What the task asks: How many lines in the data that follows contain the word "Motorway"? Only that number is needed.

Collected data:

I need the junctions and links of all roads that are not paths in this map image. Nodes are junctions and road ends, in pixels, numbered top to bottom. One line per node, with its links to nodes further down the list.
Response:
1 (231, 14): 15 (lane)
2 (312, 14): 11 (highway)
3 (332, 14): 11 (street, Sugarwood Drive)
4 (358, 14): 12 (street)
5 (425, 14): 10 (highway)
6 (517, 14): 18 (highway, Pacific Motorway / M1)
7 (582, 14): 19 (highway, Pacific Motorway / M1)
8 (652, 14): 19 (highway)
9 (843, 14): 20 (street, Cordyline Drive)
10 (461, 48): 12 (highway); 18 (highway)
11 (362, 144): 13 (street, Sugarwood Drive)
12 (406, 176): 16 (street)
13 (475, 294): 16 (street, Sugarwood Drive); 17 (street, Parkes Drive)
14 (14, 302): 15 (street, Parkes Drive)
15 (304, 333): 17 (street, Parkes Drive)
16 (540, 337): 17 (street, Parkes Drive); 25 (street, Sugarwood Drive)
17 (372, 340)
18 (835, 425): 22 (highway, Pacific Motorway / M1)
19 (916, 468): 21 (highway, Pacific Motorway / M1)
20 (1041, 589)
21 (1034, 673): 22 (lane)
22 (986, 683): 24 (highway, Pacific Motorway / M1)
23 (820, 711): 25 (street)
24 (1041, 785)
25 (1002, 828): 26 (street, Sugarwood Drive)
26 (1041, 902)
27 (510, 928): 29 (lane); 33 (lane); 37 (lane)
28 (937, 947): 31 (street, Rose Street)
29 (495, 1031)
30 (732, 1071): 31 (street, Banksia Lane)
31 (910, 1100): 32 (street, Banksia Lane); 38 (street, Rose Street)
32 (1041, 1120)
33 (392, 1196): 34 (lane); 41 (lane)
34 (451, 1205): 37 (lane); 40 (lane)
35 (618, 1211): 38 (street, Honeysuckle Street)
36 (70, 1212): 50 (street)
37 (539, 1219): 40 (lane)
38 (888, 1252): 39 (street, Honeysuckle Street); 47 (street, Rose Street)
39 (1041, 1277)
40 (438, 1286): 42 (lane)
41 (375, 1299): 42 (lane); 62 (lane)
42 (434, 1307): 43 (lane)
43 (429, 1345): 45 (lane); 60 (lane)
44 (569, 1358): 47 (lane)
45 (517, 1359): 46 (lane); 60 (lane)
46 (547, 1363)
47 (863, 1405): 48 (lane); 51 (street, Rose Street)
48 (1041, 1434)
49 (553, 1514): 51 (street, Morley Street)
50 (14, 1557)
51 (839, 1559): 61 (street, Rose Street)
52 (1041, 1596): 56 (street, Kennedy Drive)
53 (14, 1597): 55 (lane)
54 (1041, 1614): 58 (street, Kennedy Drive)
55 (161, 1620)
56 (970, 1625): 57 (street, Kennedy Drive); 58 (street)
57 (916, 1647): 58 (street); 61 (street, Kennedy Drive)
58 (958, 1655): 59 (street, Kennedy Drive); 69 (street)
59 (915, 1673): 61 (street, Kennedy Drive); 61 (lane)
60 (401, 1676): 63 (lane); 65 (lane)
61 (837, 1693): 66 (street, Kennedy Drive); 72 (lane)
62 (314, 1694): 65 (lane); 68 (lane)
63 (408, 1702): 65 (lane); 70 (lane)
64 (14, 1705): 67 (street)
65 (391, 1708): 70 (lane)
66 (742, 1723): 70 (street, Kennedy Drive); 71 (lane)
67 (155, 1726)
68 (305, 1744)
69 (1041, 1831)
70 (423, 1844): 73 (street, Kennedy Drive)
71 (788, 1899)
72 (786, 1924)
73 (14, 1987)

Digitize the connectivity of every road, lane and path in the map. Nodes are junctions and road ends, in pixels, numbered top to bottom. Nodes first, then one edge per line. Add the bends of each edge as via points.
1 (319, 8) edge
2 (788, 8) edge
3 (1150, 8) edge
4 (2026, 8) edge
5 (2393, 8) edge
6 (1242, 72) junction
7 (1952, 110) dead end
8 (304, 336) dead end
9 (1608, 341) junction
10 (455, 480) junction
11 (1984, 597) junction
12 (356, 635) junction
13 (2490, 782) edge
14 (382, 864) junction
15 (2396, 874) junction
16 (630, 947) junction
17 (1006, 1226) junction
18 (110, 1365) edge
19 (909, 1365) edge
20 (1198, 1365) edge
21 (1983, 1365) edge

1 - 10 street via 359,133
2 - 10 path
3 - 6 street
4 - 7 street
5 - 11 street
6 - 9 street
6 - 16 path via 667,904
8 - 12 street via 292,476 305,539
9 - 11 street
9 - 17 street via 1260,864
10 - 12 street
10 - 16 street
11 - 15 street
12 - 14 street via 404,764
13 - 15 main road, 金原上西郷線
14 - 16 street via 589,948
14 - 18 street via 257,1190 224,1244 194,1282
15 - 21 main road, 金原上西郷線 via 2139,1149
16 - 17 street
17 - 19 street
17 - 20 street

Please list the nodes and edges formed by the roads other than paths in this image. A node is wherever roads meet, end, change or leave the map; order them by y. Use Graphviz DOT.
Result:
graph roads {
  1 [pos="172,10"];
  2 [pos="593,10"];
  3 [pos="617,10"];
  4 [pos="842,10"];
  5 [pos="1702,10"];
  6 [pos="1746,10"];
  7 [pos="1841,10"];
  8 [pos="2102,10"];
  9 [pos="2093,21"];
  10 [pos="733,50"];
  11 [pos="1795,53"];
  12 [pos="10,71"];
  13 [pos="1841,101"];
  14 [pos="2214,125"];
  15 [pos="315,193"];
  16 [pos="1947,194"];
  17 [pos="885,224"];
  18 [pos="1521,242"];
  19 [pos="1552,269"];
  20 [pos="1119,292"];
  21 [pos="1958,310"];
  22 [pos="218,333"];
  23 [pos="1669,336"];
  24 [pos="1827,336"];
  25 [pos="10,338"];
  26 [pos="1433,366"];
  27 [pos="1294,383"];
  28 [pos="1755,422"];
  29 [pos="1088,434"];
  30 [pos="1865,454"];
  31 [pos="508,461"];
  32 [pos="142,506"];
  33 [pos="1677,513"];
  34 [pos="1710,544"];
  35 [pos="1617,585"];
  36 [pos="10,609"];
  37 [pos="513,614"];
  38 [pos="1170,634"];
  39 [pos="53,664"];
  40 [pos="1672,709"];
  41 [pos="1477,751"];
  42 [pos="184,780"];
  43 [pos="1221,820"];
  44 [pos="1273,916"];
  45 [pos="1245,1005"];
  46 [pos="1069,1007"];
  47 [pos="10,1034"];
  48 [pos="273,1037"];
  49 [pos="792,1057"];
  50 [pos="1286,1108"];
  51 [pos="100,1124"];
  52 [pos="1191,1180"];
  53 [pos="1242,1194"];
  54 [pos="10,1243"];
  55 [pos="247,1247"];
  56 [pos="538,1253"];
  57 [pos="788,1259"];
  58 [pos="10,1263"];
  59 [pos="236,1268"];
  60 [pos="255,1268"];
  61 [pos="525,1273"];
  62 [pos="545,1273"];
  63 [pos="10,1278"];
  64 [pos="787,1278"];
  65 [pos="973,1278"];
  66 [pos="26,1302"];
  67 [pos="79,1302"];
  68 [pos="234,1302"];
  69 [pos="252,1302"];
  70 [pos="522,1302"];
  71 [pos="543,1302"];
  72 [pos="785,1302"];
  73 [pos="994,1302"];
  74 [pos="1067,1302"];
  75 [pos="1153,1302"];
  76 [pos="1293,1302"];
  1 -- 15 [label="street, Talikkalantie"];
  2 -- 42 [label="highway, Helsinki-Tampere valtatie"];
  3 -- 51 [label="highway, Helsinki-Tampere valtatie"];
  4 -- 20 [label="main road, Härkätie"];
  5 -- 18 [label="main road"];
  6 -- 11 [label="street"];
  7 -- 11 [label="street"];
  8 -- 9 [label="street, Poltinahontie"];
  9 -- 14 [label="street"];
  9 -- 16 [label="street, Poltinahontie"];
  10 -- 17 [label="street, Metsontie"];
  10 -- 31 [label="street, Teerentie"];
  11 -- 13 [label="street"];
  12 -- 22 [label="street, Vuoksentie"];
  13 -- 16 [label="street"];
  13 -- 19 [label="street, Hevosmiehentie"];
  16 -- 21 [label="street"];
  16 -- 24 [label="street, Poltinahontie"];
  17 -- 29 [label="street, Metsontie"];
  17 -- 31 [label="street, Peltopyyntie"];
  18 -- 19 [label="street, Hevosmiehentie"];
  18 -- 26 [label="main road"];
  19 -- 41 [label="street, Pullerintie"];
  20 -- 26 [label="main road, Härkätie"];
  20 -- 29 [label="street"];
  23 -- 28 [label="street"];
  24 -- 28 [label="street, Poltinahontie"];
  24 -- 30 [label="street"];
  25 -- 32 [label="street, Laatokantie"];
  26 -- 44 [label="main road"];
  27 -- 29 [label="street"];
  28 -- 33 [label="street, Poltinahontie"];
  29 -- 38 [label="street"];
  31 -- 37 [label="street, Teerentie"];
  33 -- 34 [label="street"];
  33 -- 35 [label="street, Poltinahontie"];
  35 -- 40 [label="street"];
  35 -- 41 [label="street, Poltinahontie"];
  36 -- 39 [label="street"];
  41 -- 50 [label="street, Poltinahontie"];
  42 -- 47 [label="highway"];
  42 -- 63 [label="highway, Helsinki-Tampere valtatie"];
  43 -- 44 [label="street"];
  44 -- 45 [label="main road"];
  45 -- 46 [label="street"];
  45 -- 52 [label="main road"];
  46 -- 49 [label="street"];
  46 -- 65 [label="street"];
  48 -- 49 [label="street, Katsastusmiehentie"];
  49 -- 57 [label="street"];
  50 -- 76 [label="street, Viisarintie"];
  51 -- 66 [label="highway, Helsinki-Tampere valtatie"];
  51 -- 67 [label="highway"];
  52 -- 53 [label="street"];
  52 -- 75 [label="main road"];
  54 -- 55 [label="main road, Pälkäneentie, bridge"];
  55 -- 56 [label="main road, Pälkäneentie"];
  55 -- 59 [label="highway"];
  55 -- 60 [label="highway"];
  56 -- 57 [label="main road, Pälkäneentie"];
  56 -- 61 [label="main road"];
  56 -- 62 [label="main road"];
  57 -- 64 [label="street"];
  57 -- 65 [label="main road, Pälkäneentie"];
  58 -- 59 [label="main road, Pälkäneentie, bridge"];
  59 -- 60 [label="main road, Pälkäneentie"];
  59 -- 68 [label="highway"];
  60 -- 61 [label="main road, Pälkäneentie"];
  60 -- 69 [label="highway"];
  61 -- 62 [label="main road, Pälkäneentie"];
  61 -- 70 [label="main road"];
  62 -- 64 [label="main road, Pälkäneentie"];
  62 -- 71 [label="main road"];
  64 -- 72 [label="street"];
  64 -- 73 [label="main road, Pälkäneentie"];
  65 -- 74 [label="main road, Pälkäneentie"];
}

Worked solution: 5